Shunji Dodo and Seiryu Inoue "Kamagasaki-Shinsekai: Life in the Shadow of the Economic Miracle"
We present works by two Japanese photographers, Shunji Dodo and Seiryu Inoue. Known variously as Shinseikai or Kamagasaki, among other names, it is a notorious district of southern Osaka near Tennoji. This is a rough area. Day labourers hang around hoping for work on one of the building sites of Osaka. If they don't catch a ride on the back of a truck for a hard day's work they will sit drinking by the side of the road. If they were lucky to get a job they will return and spend their money drinking and whoring.
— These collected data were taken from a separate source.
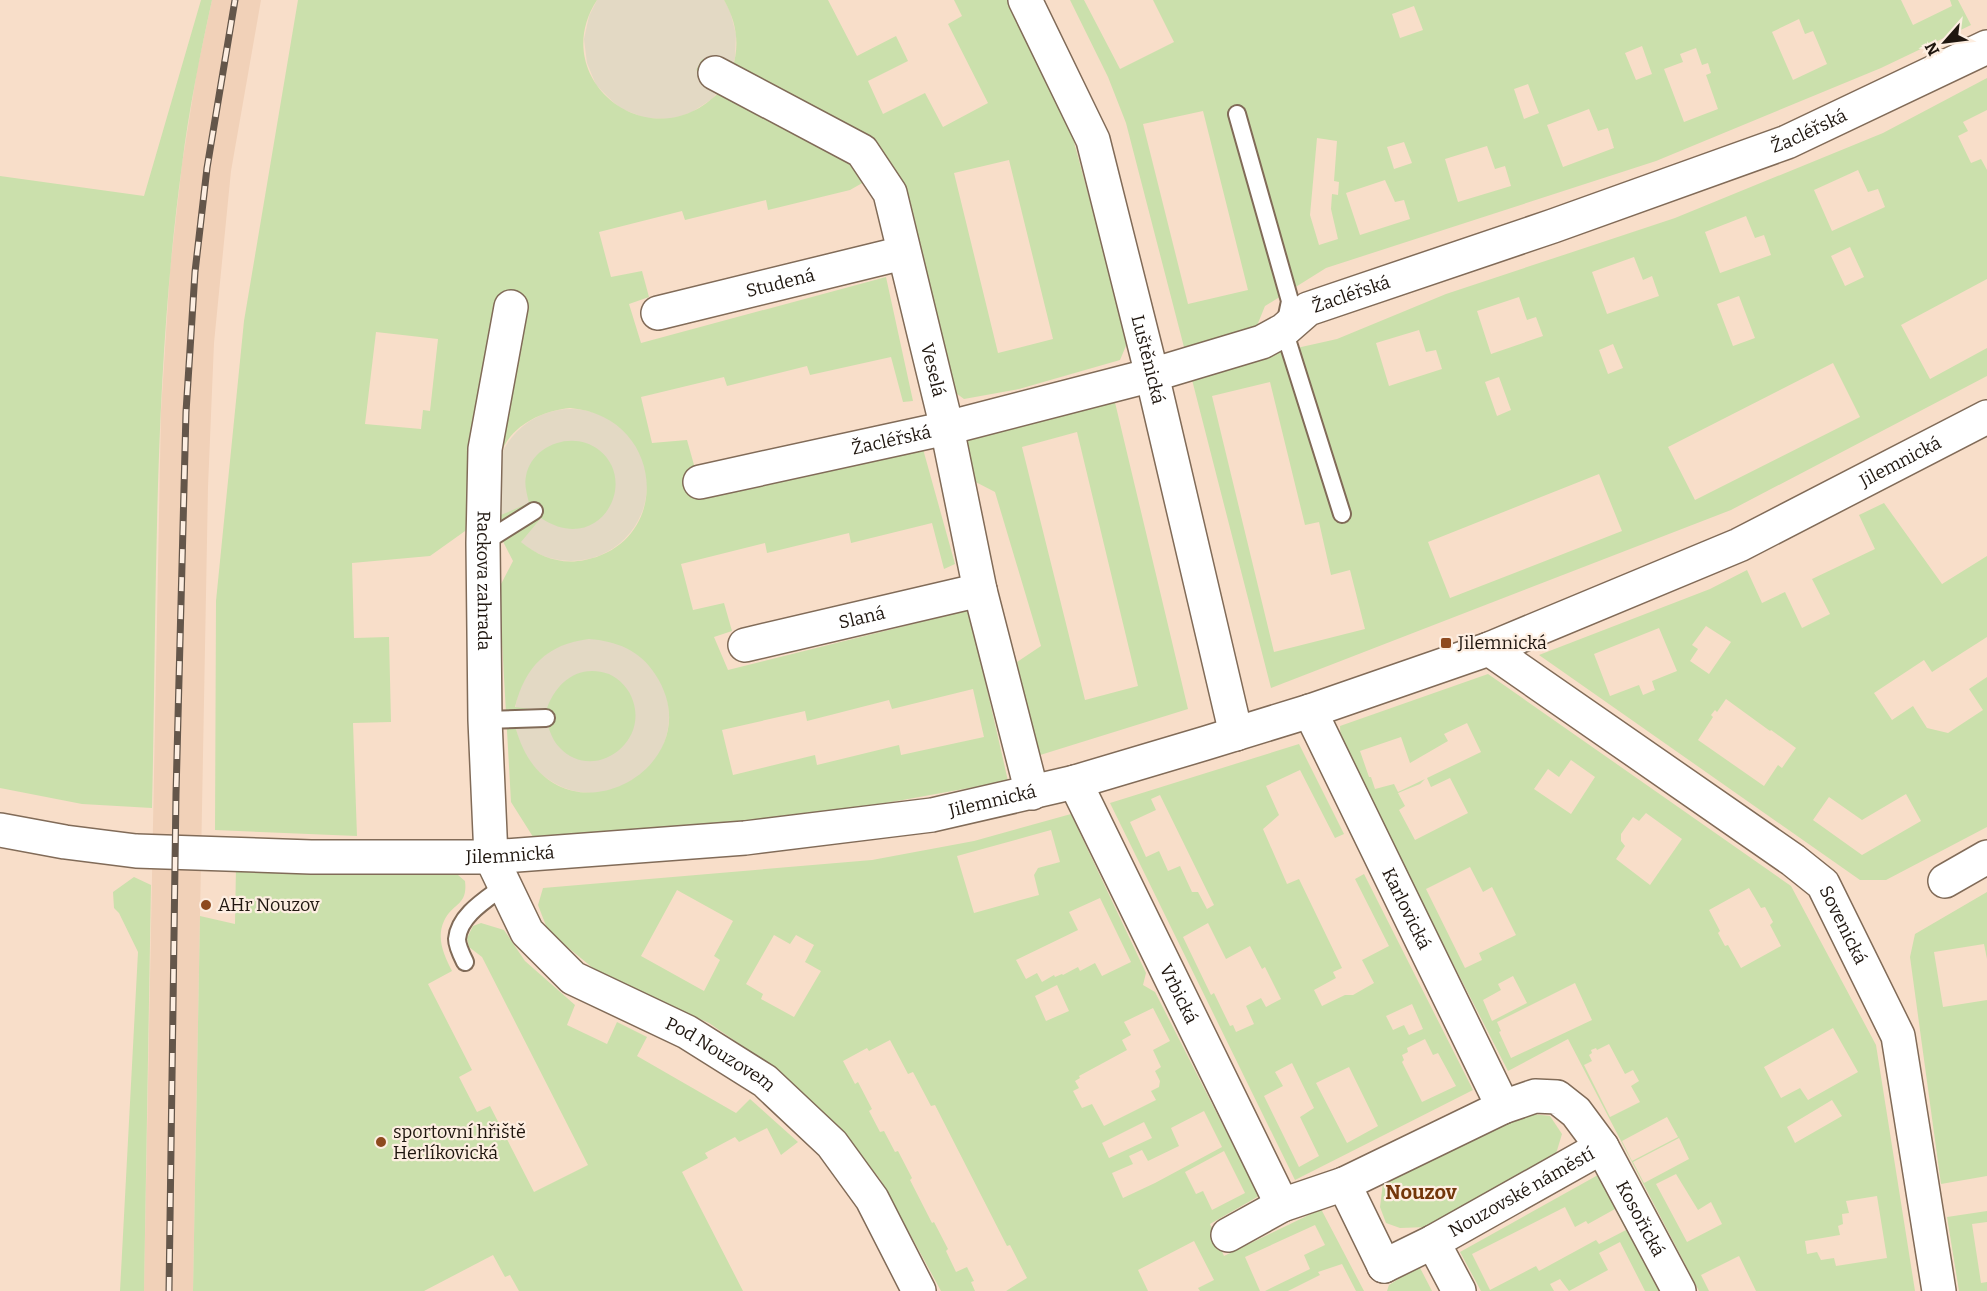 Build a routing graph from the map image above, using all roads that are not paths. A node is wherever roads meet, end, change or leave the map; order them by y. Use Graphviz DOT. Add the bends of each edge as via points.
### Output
graph roads {
  1 [pos="1025,0"];
  2 [pos="1987,47"];
  3 [pos="708,69"];
  4 [pos="1238,114"];
  5 [pos="903,253"];
  6 [pos="511,307"];
  7 [pos="658,313"];
  8 [pos="1284,330"];
  9 [pos="1152,375"];
  10 [pos="1987,417"];
  11 [pos="947,428"];
  12 [pos="700,482"];
  13 [pos="534,511"];
  14 [pos="1342,514"];
  15 [pos="483,543"];
  16 [pos="980,590"];
  17 [pos="745,645"];
  18 [pos="1489,649"];
  19 [pos="1310,711"];
  20 [pos="546,718"];
  21 [pos="485,720"];
  22 [pos="1236,734"];
  23 [pos="1075,782"];
  24 [pos="1032,793"];
  25 [pos="0,830"];
  26 [pos="1987,857"];
  27 [pos="497,872"];
  28 [pos="1945,881"];
  29 [pos="465,962"];
  30 [pos="1503,1107"];
  31 [pos="1602,1147"];
  32 [pos="1344,1184"];
  33 [pos="1282,1205"];
  34 [pos="1228,1234"];
  35 [pos="1433,1242"];
  36 [pos="1380,1279"];
  37 [pos="919,1291"];
  38 [pos="1459,1291"];
  39 [pos="1679,1291"];
  40 [pos="1940,1291"];
  1 -- 9 [label="street, Luštěnická" via="1094,140"];
  2 -- 8 [label="street, Žacléřská" via="1786,142 1308,309"];
  3 -- 5 [label="street, Veselá" via="862,151 890,193"];
  4 -- 8 [label="lane" via="1290,301"];
  5 -- 7 [label="street, Studená"];
  5 -- 11 [label="street, Veselá"];
  6 -- 15 [label="street, Rackova zahrada" via="485,449"];
  8 -- 9 [label="street, Žacléřská" via="1262,342"];
  8 -- 14 [label="lane"];
  9 -- 11 [label="street, Žacléřská"];
  9 -- 22 [label="street, Luštěnická"];
  10 -- 18 [label="street, Jilemnická" via="1739,545"];
  11 -- 12 [label="street, Žacléřská"];
  11 -- 16 [label="street, Veselá"];
  13 -- 15 [label="lane"];
  15 -- 21 [label="street, Rackova zahrada"];
  16 -- 17 [label="street, Slaná"];
  16 -- 24 [label="street, Veselá"];
  18 -- 19 [label="street, Jilemnická"];
  18 -- 40 [label="street, Sovenická" via="1823,884 1898,1036"];
  19 -- 22 [label="street, Jilemnická"];
  19 -- 30 [label="street, Karlovická"];
  20 -- 21 [label="lane"];
  21 -- 27 [label="street, Rackova zahrada"];
  22 -- 23 [label="street, Jilemnická"];
  23 -- 24 [label="street, Jilemnická"];
  23 -- 33 [label="street, Vrbická"];
  24 -- 27 [label="street, Jilemnická" via="932,815"];
  25 -- 27 [label="street, Jilemnická" via="136,851 311,857"];
  26 -- 28 [label="street"];
  27 -- 29 [label="lane" via="479,904 462,922 457,941"];
  27 -- 37 [label="street, Pod Nouzovem" via="526,932 573,978 687,1032 765,1081 832,1144 872,1199"];
  30 -- 31 [label="street, Nouzovské náměstí" via="1535,1096 1557,1097 1576,1112"];
  30 -- 32 [label="street, Nouzovské náměstí"];
  31 -- 35 [label="street, Nouzovské náměstí"];
  31 -- 39 [label="street, Kosořická"];
  32 -- 33 [label="street"];
  32 -- 36 [label="street, Nouzovské náměstí"];
  33 -- 34 [label="street"];
  35 -- 36 [label="street, Nouzovské náměstí"];
  35 -- 38 [label="street"];
}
The area is pure underworld Japan. Porn movie theaters and roadside bars, prostitutes and pimps, gangsters and gamblers. The other face of Japan's romanticized High Growth Era. Shunji Dodo was born and raised in Osaka. He has been teacher and then principal of the Osaka Visual Arts College since the early 1970s. He received the Ina Nobuo Award in 1999. Dodo's book “Shinsekai: Past and Present” was published in 1986. Seiryu Inoue was born in 1931 in Kochi Prefecture in Shikoku and moved to Osaka as a young man, working in the photographic studio of Takeji Iwamiya from 1951.
For his photographic work in the district in the 1950s “The Hundred Faces of Kamagasaki” he received in 1961 the Newcomer's Award from the Japan Photography Critics' Association.
In 1959 a young Daido Moriyama also joined Iwamiya's studio. The older Inoue clearly had a great influence on Moriyama and they remained close friends until Inoue's untimely death in 1988.
The work of Osaka-based photographers may not have received the attention given to those in Tokyo, but the works from Osaka on display in this exhibition at Zen Foto stand comparison with any taken in post-war Japan.